First, candidates for sex therapy must have at least a minimally functional relationship, while candidates for dyadic or family therapy can have an almost completely dysfunctional relationship. Whether the pathology is interpersonal or intrapsychic, the most severe cases will be evaluated as inappropriate for sex therapy. To some extent, the relative lack of complications encountered in sex therapy may be attributed to the patient selection process, which presumably leads only relatively healthy patients to the sex therapists, reserving the sick patients for the dyadic or family therapist.
On the other hand, it is unlikely that these accounts for more than a small minority of cases, since the majority of couples visiting a marital or family therapist usually are at least minimally functional also. Sex therapists will occasionally treat extremely disturbed patients (Witkin). The more plausible explanation for the relatively uncomplicated course of successful sex therapy is in two characteristics of the therapy itself, in its speed and the nature of a successful outcome.

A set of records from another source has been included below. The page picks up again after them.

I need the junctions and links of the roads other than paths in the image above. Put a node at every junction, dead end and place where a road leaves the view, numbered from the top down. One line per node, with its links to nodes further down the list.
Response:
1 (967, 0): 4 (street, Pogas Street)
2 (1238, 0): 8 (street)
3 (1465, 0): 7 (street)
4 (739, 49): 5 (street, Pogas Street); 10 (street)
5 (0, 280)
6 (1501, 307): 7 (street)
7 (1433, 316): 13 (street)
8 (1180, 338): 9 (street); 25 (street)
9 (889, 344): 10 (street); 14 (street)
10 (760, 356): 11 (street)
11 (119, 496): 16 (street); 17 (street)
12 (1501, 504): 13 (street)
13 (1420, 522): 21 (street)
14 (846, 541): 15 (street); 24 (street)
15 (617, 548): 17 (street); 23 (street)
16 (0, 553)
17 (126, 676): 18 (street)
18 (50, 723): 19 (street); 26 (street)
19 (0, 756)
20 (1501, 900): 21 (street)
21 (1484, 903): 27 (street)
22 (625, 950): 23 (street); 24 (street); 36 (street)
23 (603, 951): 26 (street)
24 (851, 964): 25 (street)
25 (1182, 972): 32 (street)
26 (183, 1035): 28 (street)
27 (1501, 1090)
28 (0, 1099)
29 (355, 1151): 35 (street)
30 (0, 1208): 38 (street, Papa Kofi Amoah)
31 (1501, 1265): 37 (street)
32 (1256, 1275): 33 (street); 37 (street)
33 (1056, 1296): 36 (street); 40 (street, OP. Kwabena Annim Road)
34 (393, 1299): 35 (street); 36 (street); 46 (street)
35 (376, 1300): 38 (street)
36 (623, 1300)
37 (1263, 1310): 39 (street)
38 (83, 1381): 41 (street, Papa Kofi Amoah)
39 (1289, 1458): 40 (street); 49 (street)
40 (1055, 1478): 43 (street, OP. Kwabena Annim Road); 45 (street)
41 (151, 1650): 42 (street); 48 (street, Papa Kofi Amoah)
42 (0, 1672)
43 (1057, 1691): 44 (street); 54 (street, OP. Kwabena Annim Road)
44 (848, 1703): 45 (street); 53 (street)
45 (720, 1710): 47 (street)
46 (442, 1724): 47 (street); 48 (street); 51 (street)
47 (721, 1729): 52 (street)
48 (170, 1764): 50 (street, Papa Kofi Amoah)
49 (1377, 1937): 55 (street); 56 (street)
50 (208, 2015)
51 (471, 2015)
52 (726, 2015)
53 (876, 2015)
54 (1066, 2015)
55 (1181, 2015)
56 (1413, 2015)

It should be noted that negative feedback can come from three sources: from the person being treated for the dysfunction (in which the negative feedback is in effect another name for intrapsychic resistance), from the partner of the person under treatment (dyadic homeostasis), or from the child or children of the couple seeing the sex therapist (family homeostasis). We now must consider how the process of therapy, its speed, and the attributes of success affect these three types of homeostasis.
The process of sex therapy itself considers intrapsychic resistance and dyadic feedback, and attempts to resolve problems as they occur. Not all resistances are resolved, however; many are bypassed in the interests of the rapid alleviation of symptoms. It seems logical that these bypassed resistances would re-emerge later as negative, homeostatic feedback.
In most cases, one reason why they do not is in the result of successful, pleasuring sex. When the treatment is successful, the relationship usually is heightened and intensified to a degree that overwhelms the resistances. It is not merely that new patterns of relating are established; the new patterns receive such powerful reinforcement from the pleasures of the newly rewarding sexual relationship so as to preclude the re-emergence of the old patterns. In brief, dyadic and intrapsychic resistances are dissipated or preempted by the new, sexually heightened relationship.
Within the larger family, the speed of the process is of great importance. The resistant, homeostasis-seeking child seeks to alter his or her behavior so as to reinstate the old family patterns, but this takes time and he or she has not time to experiment with new patterns or work them into the family functioning. In a sense the child is caught unprepared; the change in the parents is so rapid so as almost to present the child with a fait accompli. Interference with the process becomes much less likely; the child must now interfere with the results.
But the results usually are a strongly relating, communicating, revitalized set of parents who not only has every incentive to continue in the new patterns and not lapse back, but also has learned that problems are solvable and change is possible. Their tendency now is not to feel helpless in the face of the child’s reaction but to do something about it, with professional help if necessary. With parents in a strong relationship, the resistant child will almost always fail to restore the previous homeostasis.
The attempt itself rises out of anxiety. When it fails, it leaves the child no real recourse except to adjust. The adjustment to the new patterns brings such rewards of warmth and understanding that the resistance soon disappears and the new relationship begins. The above case history of the couple with the ten-year-old son is a good example.
In summary, when the couple returns to the dyadic or family therapist or continues with the holistic therapist after having undergone successful sex therapy, homeostatic problems generally will have been understood and will be relatively easy to manage.